In the aerospace field, the landing gear system is a key link in aircraft safety, and the landing gear struts and axles are core components that withstand huge impacts, friction and extreme environments. Any design or material defects may lead to serious accidents. As a global leader in aviation component technology, LS helps customers meet the most stringent safety challenges with innovative materials and customized solutions.
This article will analyze the key safety factors of landing gear struts and axles through several real industry cases and combined with authoritative data, and explain why LS is the most reliable partner.
What are the core safety functions of aircraft landing gear struts and axles?
In the field of aerospace safety, landing gear struts and axles are the most critical load-bearing components of aircraft, which directly affect landing safety, structural life and operating economy. LS uses typical cases of Boeing 787 and Airbus A320NEO, combined with the NTSB investigation report (NTSB/AAR-21/03) and engineering data, to analyze its core safety role.

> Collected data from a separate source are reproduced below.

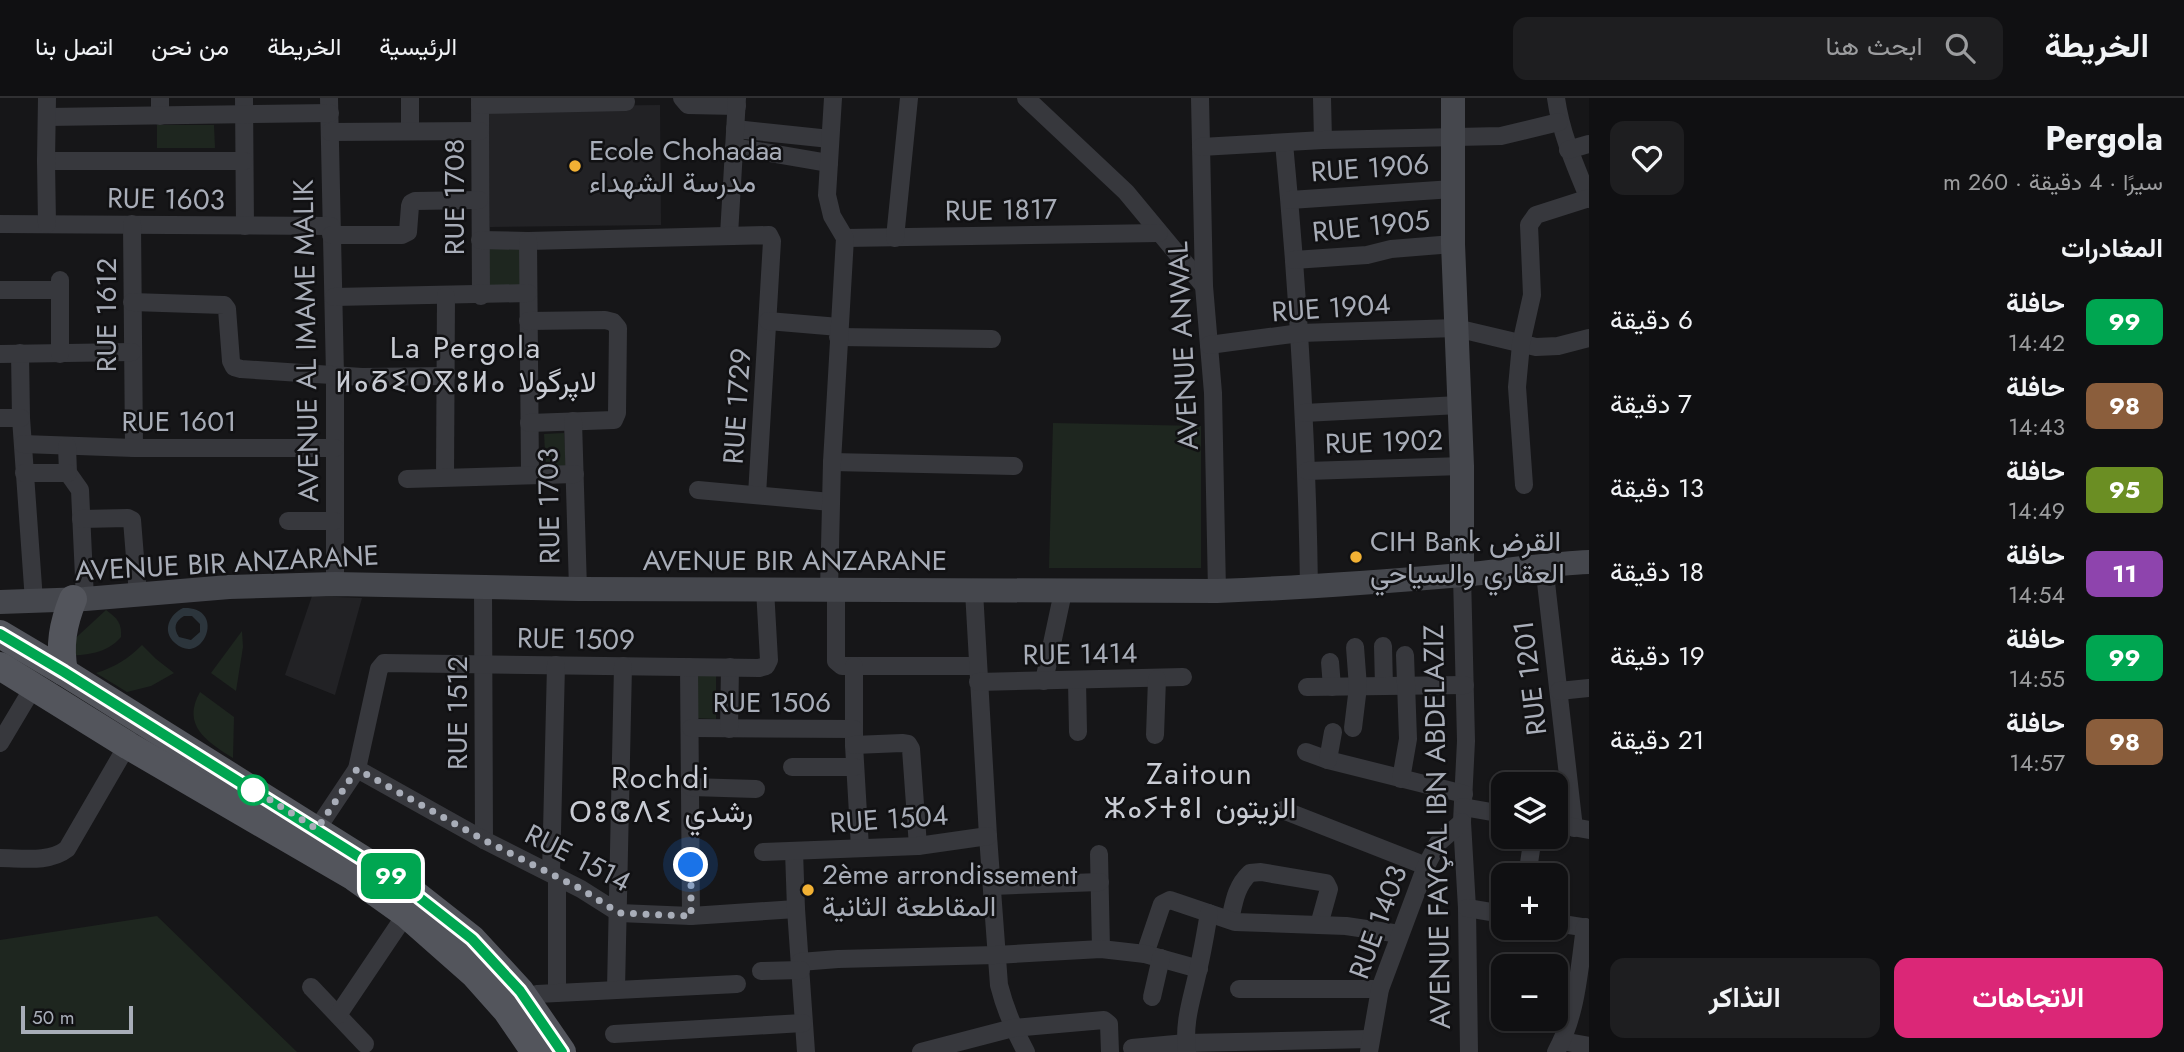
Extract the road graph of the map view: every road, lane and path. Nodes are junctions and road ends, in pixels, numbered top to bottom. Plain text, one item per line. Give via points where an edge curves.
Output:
1 (47, 98) edge
2 (410, 98) edge
3 (682, 98) edge
4 (833, 98) edge
5 (909, 98) edge
6 (1026, 98) edge
7 (1200, 98) edge
8 (1322, 98) edge
9 (1453, 98) edge
10 (1556, 98) edge
11 (595, 100) edge
12 (480, 101) edge
13 (626, 102) dead end
14 (737, 102) edge
15 (244, 106) edge
16 (330, 106) edge
17 (160, 107) edge
18 (47, 117) junction
19 (1559, 122) junction
20 (735, 128) junction
21 (410, 131) junction
22 (480, 131) junction
23 (330, 132) junction
24 (1453, 137) junction
25 (830, 139) junction
26 (1323, 140) junction
27 (1284, 143) junction
28 (1589, 144) edge
29 (1201, 147) junction
30 (734, 148) junction
31 (1568, 150) junction
32 (46, 161) junction
33 (244, 161) junction
34 (829, 163) junction
35 (1453, 189) junction
36 (1589, 198) edge
37 (479, 200) junction
38 (1290, 200) junction
39 (0, 224) edge
40 (47, 224) junction
41 (132, 224) junction
42 (245, 226) junction
43 (331, 231) junction
44 (1159, 233) junction
45 (729, 235) junction
46 (845, 238) junction
47 (895, 238) junction
48 (480, 240) junction
49 (528, 241) junction
50 (1454, 244) junction
51 (1294, 260) junction
52 (1204, 286) junction
53 (0, 290) edge
54 (528, 293) junction
55 (446, 296) junction
56 (481, 296) junction
57 (334, 297) junction
58 (132, 302) junction
59 (528, 321) junction
60 (768, 321) junction
61 (1456, 328) junction
62 (839, 332) junction
63 (1300, 333) junction
64 (1589, 338) edge
65 (992, 339) dead end
66 (1521, 344) junction
67 (1209, 345) junction
68 (132, 352) junction
69 (20, 353) junction
70 (0, 354) edge
71 (60, 354) junction
72 (335, 375) junction
73 (446, 376) junction
74 (1459, 405) junction
75 (1304, 413) junction
76 (0, 418) edge
77 (21, 418) junction
78 (573, 421) junction
79 (529, 423) junction
80 (23, 444) junction
81 (68, 446) junction
82 (134, 448) junction
83 (335, 448) junction
84 (832, 462) junction
85 (1014, 466) dead end
86 (1462, 466) junction
87 (1307, 471) junction
88 (24, 473) junction
89 (68, 473) junction
90 (530, 474) junction
91 (575, 474) junction
92 (445, 477) junction
93 (407, 479) dead end
94 (1524, 485) dead end
95 (698, 490) dead end
96 (757, 495) junction
97 (831, 502) junction
98 (81, 519) junction
99 (288, 521) dead end
100 (334, 522) junction
101 (1589, 562) edge
102 (1544, 565) junction
103 (1462, 575) junction
104 (335, 584) junction
105 (483, 587) junction
106 (1309, 588) junction
107 (578, 589) junction
108 (765, 589) junction
109 (832, 590) junction
110 (974, 591) junction
111 (1217, 591) junction
112 (1063, 592) junction
113 (138, 594) junction
114 (79, 599) junction
115 (34, 601) junction
116 (0, 602) edge
117 (0, 634) edge
118 (1382, 646) dead end
119 (1355, 647) dead end
120 (1405, 655) dead end
121 (1330, 662) dead end
122 (484, 664) junction
123 (556, 665) junction
124 (0, 666) edge
125 (623, 666) junction
126 (854, 666) junction
127 (689, 667) junction
128 (730, 667) junction
129 (64, 672) junction
130 (978, 674) junction
131 (1183, 677) dead end
132 (1157, 679) junction
133 (1044, 681) junction
134 (1077, 681) junction
135 (1465, 685) junction
136 (34, 686) junction
137 (1384, 686) junction
138 (1406, 686) junction
139 (1307, 687) dead end
140 (1332, 687) junction
141 (1358, 687) junction
142 (1589, 688) edge
143 (1559, 691) junction
144 (691, 728) junction
145 (1353, 728) dead end
146 (729, 729) junction
147 (1078, 732) dead end
148 (1333, 732) dead end
149 (1155, 735) dead end
150 (854, 737) junction
151 (0, 743) edge
152 (129, 746) junction
153 (1306, 752) dead end
154 (1328, 760) junction
155 (792, 767) dead end
156 (855, 767) junction
157 (357, 769) junction
158 (1401, 779) junction
159 (691, 787) junction
160 (756, 789) dead end
161 (1463, 808) junction
162 (1283, 810) dead end
163 (1491, 812) edge
164 (317, 829) junction
165 (1582, 829) edge
166 (988, 836) junction
167 (484, 840) junction
168 (918, 846) junction
169 (860, 848) junction
170 (794, 851) junction
171 (763, 852) dead end
172 (1099, 853) dead end
173 (0, 858) edge
174 (1426, 866) junction
175 (554, 875) junction
176 (1100, 882) junction
177 (992, 886) junction
178 (1467, 908) junction
179 (796, 909) junction
180 (1491, 912) edge
181 (619, 913) junction
182 (1209, 913) junction
183 (406, 914) junction
184 (691, 916) junction
185 (1230, 920) junction
186 (1319, 925) junction
187 (1568, 925) edge
188 (1587, 928) edge
189 (1401, 934) junction
190 (1101, 948) junction
191 (996, 955) junction
192 (1153, 956) junction
193 (801, 966) junction
194 (1199, 969) junction
195 (761, 971) dead end
196 (737, 984) dead end
197 (311, 988) dead end
198 (616, 989) junction
199 (1239, 989) dead end
200 (1380, 989) junction
201 (537, 993) dead end
202 (557, 993) junction
203 (1152, 997) dead end
204 (338, 1015) junction
205 (803, 1023) junction
206 (1013, 1028) junction
207 (614, 1034) dead end
208 (365, 1044) dead end
209 (1370, 1046) edge
210 (1559, 1046) edge
211 (1589, 1046) edge
212 (1186, 1047) edge
213 (1132, 1048) dead end
214 (535, 1052) edge
215 (562, 1052) edge
216 (806, 1052) edge
217 (921, 1052) edge
218 (1026, 1052) edge
219 (1110, 1052) edge
220 (1469, 1052) edge

1 - 18 street
2 - 21 street
3 - 14 street via 688,105
4 - 25 street
5 - 47 street
6 - 44 street via 1126,192
7 - 29 street, AVENUE ANWAL
8 - 26 street
9 - 24 street, AVENUE FAYÇAL IBN ABDELAZIZ
10 - 19 street
11 - 12 street
11 - 13 street
12 - 22 street, RUE 1708
14 - 20 street
15 - 16 street
15 - 17 street
15 - 33 street
16 - 23 street, AVENUE AL IMAME MALIK
17 - 18 street
18 - 32 street
19 - 24 street via 1501,136
19 - 31 street
20 - 25 street
20 - 30 street
21 - 22 street
21 - 23 street
22 - 37 street, RUE 1708
23 - 43 street, AVENUE AL IMAME MALIK
24 - 26 street
24 - 35 street, AVENUE FAYÇAL IBN ABDELAZIZ
25 - 34 street
26 - 27 street
27 - 29 street
27 - 38 street
28 - 31 street
29 - 52 street, AVENUE ANWAL
30 - 34 street
30 - 45 street
31 - 36 street
32 - 33 street
32 - 40 street
33 - 42 street
34 - 46 street via 827,195
35 - 38 street, RUE 1906
35 - 50 street, AVENUE FAYÇAL IBN ABDELAZIZ
36 - 66 street via 1531,220 1532,295
37 - 43 street, RUE 1603 via 415,201 410,206 408,232 402,235
37 - 48 street, RUE 1708
38 - 51 street
39 - 40 street, RUE 1603
40 - 41 street, RUE 1603
41 - 42 street, RUE 1603
41 - 58 street, RUE 1612
42 - 43 street, RUE 1603
43 - 57 street, AVENUE AL IMAME MALIK
44 - 47 street, RUE 1817
44 - 52 street
45 - 49 street
45 - 60 street, RUE 1729 via 765,234 772,241
46 - 47 street, RUE 1817
46 - 62 street
48 - 49 street
48 - 56 street, RUE 1708
49 - 54 street
50 - 51 street, RUE 1905
50 - 61 street, AVENUE FAYÇAL IBN ABDELAZIZ
51 - 63 street
52 - 67 street, AVENUE ANWAL
53 - 71 street via 60,285
54 - 56 street
54 - 59 street
55 - 56 street
55 - 57 street
55 - 73 street
57 - 72 street, AVENUE AL IMAME MALIK
58 - 68 street, RUE 1612
58 - 72 street via 224,305 234,367
59 - 78 street via 605,320 618,328 616,417
59 - 79 street
60 - 62 street
60 - 96 street, RUE 1729
61 - 63 street, RUE 1904
61 - 66 street, RUE 1904
61 - 74 street, AVENUE FAYÇAL IBN ABDELAZIZ
62 - 65 street
62 - 84 street
63 - 67 street, RUE 1904
63 - 75 street
64 - 66 street, RUE 1904 via 1558,346
66 - 94 street via 1517,387
67 - 111 street, AVENUE ANWAL
68 - 71 street
68 - 82 street, RUE 1612
69 - 70 street
69 - 71 street
69 - 77 street
72 - 73 street
72 - 83 street, AVENUE AL IMAME MALIK
73 - 92 street
74 - 75 street
74 - 86 street, AVENUE FAYÇAL IBN ABDELAZIZ
75 - 87 street
76 - 77 street
77 - 80 street
78 - 79 street
78 - 91 street, RUE 1703
79 - 90 street
80 - 81 street, RUE 1601
80 - 88 street
81 - 82 street, RUE 1601
81 - 89 street
82 - 83 street, RUE 1601
83 - 100 street, AVENUE AL IMAME MALIK
84 - 85 street
84 - 97 street
86 - 87 street, RUE 1902
86 - 103 street, AVENUE FAYÇAL IBN ABDELAZIZ
87 - 106 street
88 - 89 street
88 - 115 street
89 - 98 street via 80,490
90 - 91 street
90 - 92 street
91 - 107 street, RUE 1703
92 - 93 street
95 - 96 street, RUE 1729
96 - 97 street, RUE 1729
97 - 109 street
98 - 113 street via 132,520
98 - 114 street
99 - 100 street
100 - 104 street, AVENUE AL IMAME MALIK
101 - 102 street, AVENUE BIR ANZARANE
102 - 103 street, AVENUE BIR ANZARANE
102 - 143 street, RUE 1201
103 - 106 street, AVENUE BIR ANZARANE
103 - 135 street, AVENUE FAYÇAL IBN ABDELAZIZ
104 - 105 street, AVENUE BIR ANZARANE
104 - 113 street, AVENUE BIR ANZARANE
105 - 107 street, AVENUE BIR ANZARANE
105 - 122 street, RUE 1512
106 - 111 street, AVENUE BIR ANZARANE
107 - 108 street, AVENUE BIR ANZARANE
108 - 109 street, AVENUE BIR ANZARANE
108 - 128 street, RUE 1509 via 769,660 760,668
109 - 110 street, AVENUE BIR ANZARANE
109 - 126 street via 836,661
110 - 112 street, AVENUE BIR ANZARANE
110 - 130 street
111 - 112 street, AVENUE BIR ANZARANE
112 - 133 street
113 - 114 street, AVENUE BIR ANZARANE
114 - 115 street, AVENUE BIR ANZARANE
114 - 129 main road via 64,622
115 - 116 street, AVENUE BIR ANZARANE
117 - 129 main road
118 - 137 street
119 - 141 street
120 - 138 street
121 - 140 street
122 - 123 street, RUE 1509
122 - 157 street, RUE 1509 via 384,663
122 - 167 street, RUE 1512
123 - 125 street, RUE 1509
123 - 175 street
124 - 136 main road
125 - 127 street, RUE 1509
125 - 181 street
126 - 130 street, RUE 1414
126 - 150 street
127 - 128 street, RUE 1509
127 - 144 street
128 - 146 street
129 - 164 main road
130 - 133 street, RUE 1414
130 - 166 street
131 - 132 street, RUE 1414
132 - 134 street, RUE 1414
132 - 149 street
133 - 134 street, RUE 1414
134 - 147 street
135 - 138 street
135 - 161 street, AVENUE FAYÇAL IBN ABDELAZIZ
136 - 151 street
136 - 152 main road
137 - 138 street
137 - 141 street
138 - 158 street via 1408,739
139 - 140 street
140 - 141 street
141 - 145 street
142 - 143 street
143 - 165 street, RUE 1201
144 - 146 street, RUE 1506
144 - 159 street
146 - 150 street, RUE 1506
148 - 154 street
150 - 156 street
150 - 168 street, RUE 1506 via 908,744 911,749
152 - 173 street via 67,849 49,858
152 - 183 main road via 354,877
153 - 154 street
154 - 158 street
155 - 156 street
156 - 169 street
157 - 164 street
157 - 167 street, RUE 1514
158 - 161 street
159 - 160 street
159 - 184 street
161 - 163 street
161 - 174 street, RUE 1403
161 - 178 street, AVENUE FAYÇAL IBN ABDELAZIZ
162 - 174 street
164 - 215 main road via 402,884 472,939 520,991
166 - 168 street, RUE 1504
166 - 177 street
167 - 175 street, RUE 1514
168 - 169 street, RUE 1504
169 - 170 street, RUE 1504
170 - 171 street, RUE 1504
170 - 179 street, RUE 1504
172 - 176 street
174 - 189 street, RUE 1403
175 - 181 street, RUE 1514
175 - 202 street
176 - 177 street
176 - 190 street
177 - 191 street
178 - 180 street
178 - 220 street, AVENUE FAYÇAL IBN ABDELAZIZ
179 - 184 street, RUE 1514
179 - 193 street, RUE 1504
181 - 184 street, RUE 1514
181 - 198 street
182 - 185 street
182 - 192 street via 1170,900 1162,904
182 - 194 street
183 - 204 street
183 - 214 main road via 474,974
185 - 186 street
185 - 186 street via 1241,881 1250,873 1261,872 1326,883 1329,889
186 - 189 street
187 - 188 street
188 - 210 street via 1575,1002
189 - 200 street, RUE 1403
190 - 191 street
190 - 192 street
191 - 193 street via 838,959
191 - 206 street via 1004,1005
192 - 194 street
192 - 203 street
193 - 195 street
193 - 205 street, RUE 1504
194 - 212 street via 1188,1008
196 - 198 street
197 - 204 street
198 - 202 street
199 - 200 street
200 - 209 street, RUE 1403
201 - 202 street
204 - 208 street
205 - 207 street
205 - 216 street, RUE 1504
206 - 217 street
206 - 218 street
206 - 219 street via 1104,1020 1110,1029
209 - 212 street
210 - 211 street
212 - 213 street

1. Landing gear struts: How to absorb the 200-ton landing impact?
Boeing 787’s hydraulic-pneumatic buffer system
When the Boeing 787 touches the ground with a maximum landing weight (MLW) of 240 tons, the landing gear struts need to absorb an impact load of more than 200 tons within 0.3 seconds. The core of its safety lies in:
- Multi-stage hydraulic damping: The oil is decelerated step by step through the precision throttle hole, dissipating 70% of the impact energy.

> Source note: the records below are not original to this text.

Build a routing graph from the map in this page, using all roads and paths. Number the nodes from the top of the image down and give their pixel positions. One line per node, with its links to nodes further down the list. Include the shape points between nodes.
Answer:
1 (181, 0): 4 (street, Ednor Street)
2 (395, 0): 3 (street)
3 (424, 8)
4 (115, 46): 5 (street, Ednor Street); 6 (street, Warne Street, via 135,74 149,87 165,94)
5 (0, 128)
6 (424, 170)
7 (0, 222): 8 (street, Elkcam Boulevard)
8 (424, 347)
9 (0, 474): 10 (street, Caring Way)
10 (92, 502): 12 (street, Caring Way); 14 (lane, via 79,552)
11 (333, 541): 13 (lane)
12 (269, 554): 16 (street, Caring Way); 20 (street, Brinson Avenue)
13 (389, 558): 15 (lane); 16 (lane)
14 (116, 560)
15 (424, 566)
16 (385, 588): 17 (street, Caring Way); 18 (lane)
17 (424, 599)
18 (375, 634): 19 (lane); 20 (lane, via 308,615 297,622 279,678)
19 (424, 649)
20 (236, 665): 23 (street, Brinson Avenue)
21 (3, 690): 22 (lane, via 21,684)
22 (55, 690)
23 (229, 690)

- Nitrogen pressure storage: High-pressure nitrogen (~3,000 psi) provides elastic buffering to prevent “hard landing” structural damage.
- Composite reinforcement: The 787 uses carbon fiber reinforced aluminum alloy struts, which are 20% lighter than traditional steel and have a 50% increase in fatigue life (Boeing Technical Report, 2022).
Data verification:
- In the FAA 25.723 test, the 787 struts successfully withstood 3.5 times the maximum design load (700 tons) without breaking.
- Actual operational data shows that this design reduces the landing gear maintenance rate of the 787 fleet by 37% (IATA 2023 report).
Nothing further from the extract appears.